Nanofiltration scaling influenced by coexisting pollutants considering the interaction between ferric coagulant and natural organic macromolecules

Abstract The aim of present study was to evaluate the effects of the interaction between ferric coagulant and natural organic macromolecules (NOMs) on gypsum scaling during nanofiltration. Both crystallization process and membrane flux behavior were taken into consideration. Although bulk crystallization could be enhanced by ferric coagulant and humic acid (HA), it was hindered by the mixture of these coexisting pollutants due to their interaction in aqueous solution. According to the variation in zeta potential and the prediction with the NICA-Donnan model, Fe3+ could compete with Ca2+ for binding to HA, while the interaction between coagulant and HA reduced the concentration of active ingredients in the coagulant which could enhance scaling development. FTIR-ATR spectra showed that ferric coagulant and NOMs could promote the attachment of each other on membranes.
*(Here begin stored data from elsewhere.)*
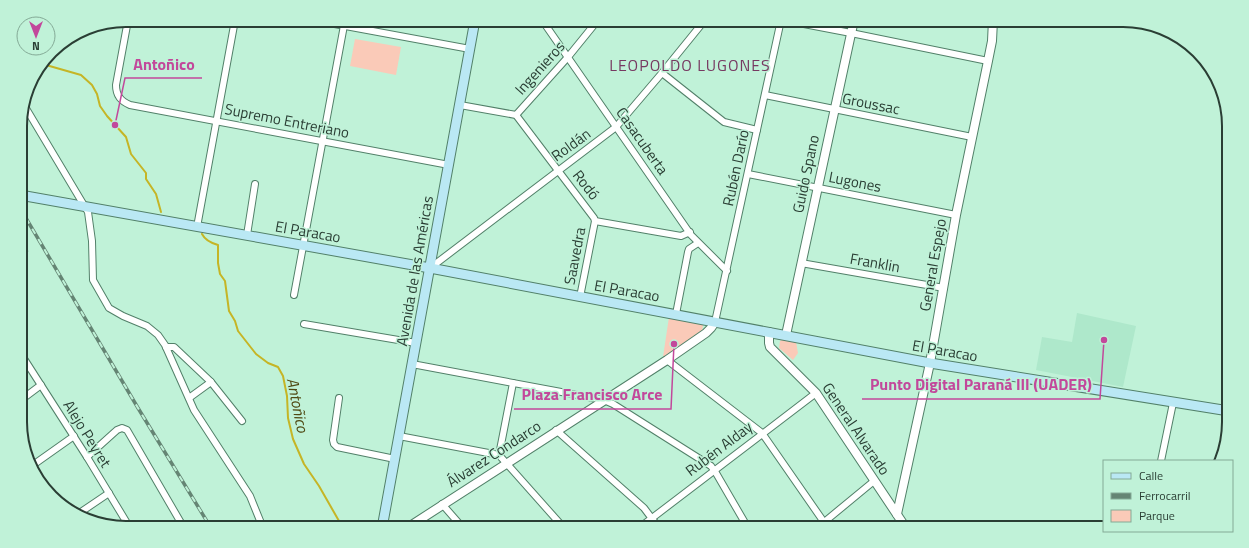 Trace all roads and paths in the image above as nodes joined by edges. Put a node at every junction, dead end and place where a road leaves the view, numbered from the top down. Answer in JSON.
{"nodes":[{"id":1,"x":127,"y":27,"type":"edge"},
{"id":2,"x":234,"y":27,"type":"edge"},
{"id":3,"x":343,"y":27,"type":"edge"},
{"id":4,"x":363,"y":27,"type":"edge"},
{"id":5,"x":474,"y":27,"type":"edge"},
{"id":6,"x":547,"y":27,"type":"edge"},
{"id":7,"x":592,"y":27,"type":"edge"},
{"id":8,"x":699,"y":27,"type":"edge"},
{"id":9,"x":780,"y":27,"type":"edge"},
{"id":10,"x":819,"y":27,"type":"edge"},
{"id":11,"x":852,"y":27,"type":"edge"},
{"id":12,"x":993,"y":27,"type":"edge"},
{"id":13,"x":851,"y":33,"type":"junction"},
{"id":14,"x":470,"y":49,"type":"junction"},
{"id":15,"x":568,"y":57,"type":"junction"},
{"id":16,"x":988,"y":61,"type":"junction"},
{"id":17,"x":662,"y":73,"type":"junction"},
{"id":18,"x":765,"y":95,"type":"junction"},
{"id":19,"x":460,"y":105,"type":"junction"},
{"id":20,"x":834,"y":109,"type":"junction"},
{"id":21,"x":28,"y":112,"type":"edge"},
{"id":22,"x":516,"y":115,"type":"junction"},
{"id":23,"x":217,"y":122,"type":"junction"},
{"id":24,"x":616,"y":127,"type":"junction"},
{"id":25,"x":757,"y":130,"type":"junction"},
{"id":26,"x":972,"y":137,"type":"junction"},
{"id":27,"x":322,"y":141,"type":"junction"},
{"id":28,"x":449,"y":165,"type":"junction"},
{"id":29,"x":558,"y":171,"type":"junction"},
{"id":30,"x":748,"y":174,"type":"junction"},
{"id":31,"x":255,"y":184,"type":"dead end"},
{"id":32,"x":817,"y":188,"type":"junction"},
{"id":33,"x":27,"y":196,"type":"edge"},
{"id":34,"x":84,"y":207,"type":"junction"},
{"id":35,"x":956,"y":215,"type":"junction"},
{"id":36,"x":595,"y":221,"type":"junction"},
{"id":37,"x":197,"y":227,"type":"junction"},
{"id":38,"x":690,"y":232,"type":"junction"},
{"id":39,"x":247,"y":235,"type":"junction"},
{"id":40,"x":698,"y":242,"type":"junction"},
{"id":41,"x":303,"y":246,"type":"junction"},
{"id":42,"x":801,"y":263,"type":"junction"},
{"id":43,"x":430,"y":268,"type":"junction"},
{"id":44,"x":726,"y":271,"type":"junction"},
{"id":45,"x":944,"y":288,"type":"junction"},
{"id":46,"x":294,"y":295,"type":"dead end"},
{"id":47,"x":580,"y":297,"type":"junction"},
{"id":48,"x":676,"y":314,"type":"junction"},
{"id":49,"x":715,"y":322,"type":"junction"},
{"id":50,"x":304,"y":324,"type":"dead end"},
{"id":51,"x":769,"y":332,"type":"junction"},
{"id":52,"x":786,"y":335,"type":"junction"},
{"id":53,"x":416,"y":343,"type":"junction"},
{"id":54,"x":166,"y":346,"type":"junction"},
{"id":55,"x":667,"y":360,"type":"junction"},
{"id":56,"x":27,"y":363,"type":"edge"},
{"id":57,"x":930,"y":363,"type":"junction"},
{"id":58,"x":412,"y":364,"type":"junction"},
{"id":59,"x":211,"y":382,"type":"junction"},
{"id":60,"x":513,"y":383,"type":"junction"},
{"id":61,"x":41,"y":385,"type":"junction"},
{"id":62,"x":816,"y":393,"type":"junction"},
{"id":63,"x":27,"y":396,"type":"edge"},
{"id":64,"x":188,"y":398,"type":"junction"},
{"id":65,"x":339,"y":398,"type":"dead end"},
{"id":66,"x":604,"y":400,"type":"junction"},
{"id":67,"x":1174,"y":403,"type":"junction"},
{"id":68,"x":1222,"y":410,"type":"edge"},
{"id":69,"x":242,"y":421,"type":"dead end"},
{"id":70,"x":556,"y":430,"type":"junction"},
{"id":71,"x":762,"y":433,"type":"junction"},
{"id":72,"x":74,"y":436,"type":"junction"},
{"id":73,"x":399,"y":436,"type":"junction"},
{"id":74,"x":499,"y":455,"type":"junction"},
{"id":75,"x":87,"y":456,"type":"junction"},
{"id":76,"x":395,"y":459,"type":"junction"},
{"id":77,"x":1162,"y":460,"type":"edge"},
{"id":78,"x":506,"y":462,"type":"junction"},
{"id":79,"x":36,"y":463,"type":"edge"},
{"id":80,"x":714,"y":470,"type":"junction"},
{"id":81,"x":874,"y":481,"type":"junction"},
{"id":82,"x":108,"y":493,"type":"junction"},
{"id":83,"x":442,"y":504,"type":"junction"},
{"id":84,"x":83,"y":511,"type":"edge"},
{"id":85,"x":897,"y":514,"type":"junction"},
{"id":86,"x":652,"y":517,"type":"junction"},
{"id":87,"x":126,"y":521,"type":"edge"},
{"id":88,"x":180,"y":521,"type":"edge"},
{"id":89,"x":260,"y":521,"type":"edge"},
{"id":90,"x":383,"y":521,"type":"edge"},
{"id":91,"x":417,"y":521,"type":"edge"},
{"id":92,"x":457,"y":521,"type":"edge"},
{"id":93,"x":558,"y":521,"type":"edge"},
{"id":94,"x":647,"y":521,"type":"edge"},
{"id":95,"x":655,"y":521,"type":"edge"},
{"id":96,"x":744,"y":521,"type":"edge"},
{"id":97,"x":823,"y":521,"type":"edge"},
{"id":98,"x":830,"y":521,"type":"edge"},
{"id":99,"x":902,"y":521,"type":"edge"}],
"edges":[{"from":1,"to":23,"type":"street","name":"Supremo Entreriano"},
{"from":2,"to":23,"type":"street"},
{"from":3,"to":27,"type":"street"},
{"from":4,"to":14,"type":"street"},
{"from":5,"to":14,"type":"main road","name":"Avenida de las Américas"},
{"from":6,"to":15,"type":"street","name":"Casacuberta"},
{"from":7,"to":15,"type":"street","name":"Ingenieros"},
{"from":8,"to":17,"type":"street","name":"Roldán"},
{"from":9,"to":18,"type":"street","name":"Rubén Darío"},
{"from":10,"to":13,"type":"street"},
{"from":11,"to":13,"type":"street","name":"Guido Spano"},
{"from":12,"to":16,"type":"street","name":"General Espejo"},
{"from":13,"to":16,"type":"street"},
{"from":13,"to":20,"type":"street","name":"Guido Spano"},
{"from":14,"to":19,"type":"main road","name":"Avenida de las Américas"},
{"from":15,"to":22,"type":"street","name":"Ingenieros"},
{"from":15,"to":24,"type":"street","name":"Casacuberta"},
{"from":16,"to":26,"type":"street","name":"General Espejo"},
{"from":17,"to":24,"type":"street","name":"Roldán"},
{"from":17,"to":25,"type":"street"},
{"from":18,"to":20,"type":"street","name":"Groussac"},
{"from":18,"to":25,"type":"street","name":"Rubén Darío"},
{"from":19,"to":22,"type":"street"},
{"from":19,"to":28,"type":"main road","name":"Avenida de las Américas"},
{"from":20,"to":26,"type":"street","name":"Groussac"},
{"from":20,"to":32,"type":"street","name":"Guido Spano"},
{"from":21,"to":34,"type":"street"},
{"from":22,"to":29,"type":"street","name":"Rodó"},
{"from":23,"to":27,"type":"street","name":"Supremo Entreriano"},
{"from":23,"to":37,"type":"street"},
{"from":24,"to":29,"type":"street","name":"Roldán"},
{"from":24,"to":38,"type":"street","name":"Casacuberta"},
{"from":25,"to":30,"type":"street","name":"Rubén Darío"},
{"from":26,"to":35,"type":"street","name":"General Espejo"},
{"from":27,"to":28,"type":"street","name":"Supremo Entreriano"},
{"from":27,"to":41,"type":"street"},
{"from":28,"to":43,"type":"main road","name":"Avenida de las Américas"},
{"from":29,"to":36,"type":"street","name":"Rodó"},
{"from":29,"to":43,"type":"street","name":"Roldán"},
{"from":30,"to":32,"type":"street","name":"Lugones"},
{"from":30,"to":44,"type":"street","name":"Rubén Darío"},
{"from":31,"to":39,"type":"street"},
{"from":32,"to":35,"type":"street","name":"Lugones"},
{"from":32,"to":42,"type":"street","name":"Guido Spano"},
{"from":33,"to":34,"type":"main road","name":"El Paracao"},
{"from":34,"to":37,"type":"main road","name":"El Paracao"},
{"from":34,"to":54,"type":"street"},
{"from":35,"to":45,"type":"street","name":"General Espejo"},
{"from":36,"to":38,"type":"street","name":"Rodó"},
{"from":36,"to":47,"type":"street","name":"Saavedra"},
{"from":37,"to":39,"type":"main road","name":"El Paracao"},
{"from":38,"to":40,"type":"street","name":"Casacuberta"},
{"from":39,"to":41,"type":"main road","name":"El Paracao"},
{"from":40,"to":44,"type":"street","name":"Casacuberta"},
{"from":40,"to":48,"type":"street"},
{"from":41,"to":43,"type":"main road","name":"El Paracao"},
{"from":41,"to":46,"type":"street"},
{"from":42,"to":45,"type":"street","name":"Franklin"},
{"from":42,"to":52,"type":"street","name":"Guido Spano"},
{"from":43,"to":47,"type":"main road","name":"El Paracao"},
{"from":43,"to":53,"type":"main road","name":"Avenida de las Américas"},
{"from":44,"to":49,"type":"street","name":"Rubén Darío"},
{"from":45,"to":57,"type":"street","name":"General Espejo"},
{"from":47,"to":48,"type":"main road","name":"El Paracao"},
{"from":48,"to":49,"type":"main road","name":"El Paracao"},
{"from":49,"to":51,"type":"main road","name":"El Paracao"},
{"from":49,"to":55,"type":"street","name":"Álvarez Condarco"},
{"from":50,"to":53,"type":"street"},
{"from":51,"to":52,"type":"main road","name":"El Paracao"},
{"from":51,"to":62,"type":"street","name":"General Alvarado"},
{"from":52,"to":57,"type":"main road","name":"El Paracao"},
{"from":53,"to":58,"type":"main road","name":"Avenida de las Américas"},
{"from":54,"to":59,"type":"street"},
{"from":54,"to":64,"type":"street"},
{"from":55,"to":66,"type":"street","name":"Álvarez Condarco"},
{"from":55,"to":71,"type":"street"},
{"from":56,"to":61,"type":"street","name":"Alejo Peyret"},
{"from":57,"to":67,"type":"main road","name":"El Paracao"},
{"from":57,"to":85,"type":"street","name":"General Espejo"},
{"from":58,"to":60,"type":"street"},
{"from":58,"to":73,"type":"main road","name":"Avenida de las Américas"},
{"from":59,"to":64,"type":"street"},
{"from":59,"to":69,"type":"street"},
{"from":60,"to":66,"type":"street"},
{"from":60,"to":74,"type":"street"},
{"from":61,"to":63,"type":"street"},
{"from":61,"to":72,"type":"street","name":"Alejo Peyret"},
{"from":62,"to":71,"type":"street","name":"Rubén Alday"},
{"from":62,"to":81,"type":"street","name":"General Alvarado"},
{"from":64,"to":89,"type":"street"},
{"from":65,"to":76,"type":"street"},
{"from":66,"to":70,"type":"street","name":"Álvarez Condarco"},
{"from":66,"to":80,"type":"street"},
{"from":67,"to":68,"type":"main road","name":"El Paracao"},
{"from":67,"to":77,"type":"street"},
{"from":70,"to":78,"type":"street","name":"Álvarez Condarco"},
{"from":70,"to":86,"type":"street"},
{"from":71,"to":80,"type":"street","name":"Rubén Alday"},
{"from":71,"to":97,"type":"street"},
{"from":72,"to":75,"type":"street","name":"Alejo Peyret"},
{"from":72,"to":79,"type":"street"},
{"from":73,"to":74,"type":"street"},
{"from":73,"to":76,"type":"main road","name":"Avenida de las Américas"},
{"from":74,"to":78,"type":"street"},
{"from":75,"to":82,"type":"street","name":"Alejo Peyret"},
{"from":75,"to":88,"type":"street"},
{"from":76,"to":90,"type":"main road","name":"Avenida de las Américas"},
{"from":78,"to":83,"type":"street","name":"Álvarez Condarco"},
{"from":78,"to":93,"type":"street"},
{"from":80,"to":86,"type":"street","name":"Rubén Alday"},
{"from":80,"to":96,"type":"street"},
{"from":81,"to":85,"type":"street","name":"General Alvarado"},
{"from":81,"to":98,"type":"street"},
{"from":82,"to":84,"type":"street"},
{"from":82,"to":87,"type":"street","name":"Alejo Peyret"},
{"from":83,"to":91,"type":"street","name":"Álvarez Condarco"},
{"from":83,"to":92,"type":"street"},
{"from":85,"to":99,"type":"street","name":"General Alvarado"},
{"from":86,"to":94,"type":"street","name":"Rubén Alday"},
{"from":86,"to":95,"type":"street"}]}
Unlike bulk crystallization, surface crystallization could be enhanced by the combination of HA and ferric coagulant on nanofiltration membranes. Therefore, both ferric coagulant and HA could increase scaling layer resistance, and there were synergistic effects on aggravating the flux decline between them. Moreover, the effects of salt saturation and system pressure on coagulant-influenced gypsum scaling in nanofiltration were also investigated. Modified Hermia’s models were applied to theoretically verify the membrane fouling mechanisms. In addition, ferric coagulant was found to decrease the retention efficiency of ions and atrazine by nanofiltration membranes by weakening the steric hindrance.